The defeat of Hitler in May 1945 was greeted by Spain’s tightly controlled press with extravagant eulogies of Franco, the genius that bestowed the gift of peace upon Spain. According to the Falangist Arriba, the end of the war was ‘Franco’s Victory’. The monarchist ABC carried a front page picture of the Caudillo ‘chosen by the benevolence of God. When everything was obscure, he saw clearly... and sustained and defended Spain’s neutrality.’ For the next thirty years, Franco’s admirers hailed wartime neutrality as something achieved by dint of skilful and courageous deceit of Hitler. [End Page 1320]

There was no more fervent admirer of Franco than the Caudillo himself. Either directly in his speeches and his books and articles and in published interviews with journalists or through private audiences granted to his hagiographers, he worked tirelessly to create a lifestory that justified comparison with the great figures of Spanish history and legend. Among his most cherished myths were three – that he had won the Spanish Civil War by dint of military genius, that he had masterminded Spain’s economic boom of the 1960s and, above all, that neutrality in the Second World War was his brilliant achievement. In fact, there was no truth in any of them. Victory in 1939 was gained thanks to the unstinting aid of Hitler and Mussolini and the non-interventionist policies of Britain and France which deprived the democratic Republic of the weapons that it needed to defend itself. Economic boom came after Franco had relinquished day-to-day decision-making. Before 1957, his economic policies had been disastrous. During the Second World War, the self-styled ‘Caudillo of Peace’ had been desperate to enter the war on Hitler’s side and was thwarted only by Spain’s parlous economic situation and the Führer’s reluctance to take on another ally even more impecunious than Mussolini.
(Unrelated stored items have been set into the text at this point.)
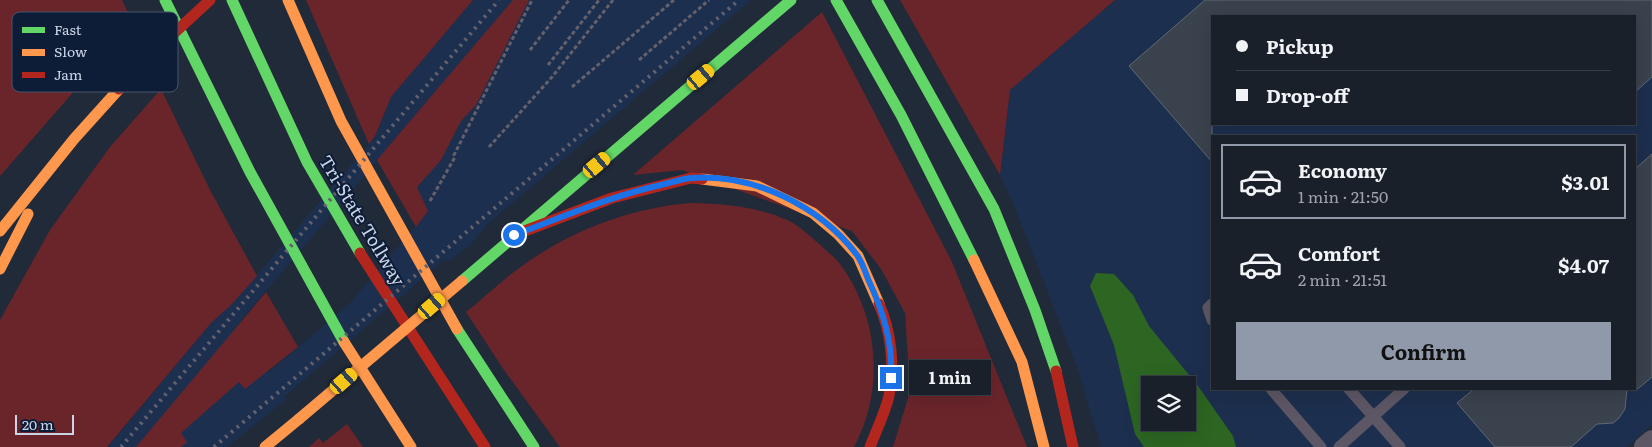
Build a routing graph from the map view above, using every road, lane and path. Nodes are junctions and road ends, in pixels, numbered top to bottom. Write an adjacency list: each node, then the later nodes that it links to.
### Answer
1 (165, 0): 14 (highway)
2 (210, 0): 16 (highway, bridge)
3 (232, 0): 37 (highway, Tri-State Tollway)
4 (288, 0): 38 (highway)
5 (532, 0): 24 (path)
6 (569, 0): 17 (path)
7 (599, 0): 19 (path)
8 (613, 0): 23 (path)
9 (674, 0): 20 (path)
10 (709, 0): 18 (path)
11 (791, 0): 26 (highway)
12 (836, 0): 40 (highway)
13 (877, 0): 41 (highway)
14 (171, 12)
15 (178, 28): 36 (highway)
16 (178, 30)
17 (530, 50)
18 (639, 60)
19 (548, 65)
20 (572, 87)
21 (116, 92): 22 (highway, bridge)
22 (74, 138): 25 (highway); 27 (highway)
23 (489, 147)
24 (430, 202)
25 (0, 231)
26 (514, 235): 35 (highway, bridge); 39 (highway)
27 (0, 269)
28 (1211, 305): 29 (lane)
29 (1211, 317)
30 (1272, 390): 42 (lane)
31 (1350, 390): 33 (lane)
32 (1403, 390): 33 (lane)
33 (1373, 416): 43 (lane); 44 (lane)
34 (1652, 441): 45 (street)
35 (265, 447)
36 (412, 447)
37 (485, 447)
38 (534, 447)
39 (870, 447)
40 (1044, 447)
41 (1073, 447)
42 (1321, 447)
43 (1339, 447)
44 (1400, 447)
45 (1645, 447)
Historical writing in Spain, and also in Britain, since Franco’s death in 1975 has shattered these myths although all three still have their proponents, largely, it must be said, amongst diehard Francoists. German submarines were given refuelling facilities in north-western Spain and the Canary Islands. Luftwaffe reconnaissance planes were allowed to fly from Spanish bases. Crash-landed Allied aircraft were handed over to German technicians for inspection. Logistical support was given to German and Italian sabotage operations in Gibraltar. The area surrounding the Rock became a centre for German espionage. The Spanish media was virtually entirely in the behest of the press attaché in the German Embassy. In 1942, nine million pro-Axis leaflets were distributed in Spain while Allied propaganda was obstructed and people were arrested merely for for trying to enter the British and American embassies. On several occasions in the course of the war, Franco offered to fight at Hitler’s side. In Seville in February 1942, he declared: ‘if the road to Berlin were open, then it would not merely be one Division of Spanish volunteers but one million Spaniards who would be offered to help’. He was referring to the ‘volunteer’ Blue Division sent, after the German invasion of the Soviet Union in June 1941, to fight on the Eastern front. This is all well-documented. However, the idea of a hard-won neutrality lingers on and with it the notion that Franco was responsible for saving many Jews from extermination at the hands of the Nazis.

For readers with neither the time nor the linguistic skills necessary to read the substantial body of work produced in the last fifteen years, Stanley Payne’s synthesis is a useful exposition of Franco’s Axis flirtation. The book leans heavily on the work of Spanish historians, especially that of the recently deceased Javier Tusell. There is little here that is entirely original, which somewhat belies the wildly extravagant eulogies to Payne’s achievement printed on the back cover. Non-specialists will not be...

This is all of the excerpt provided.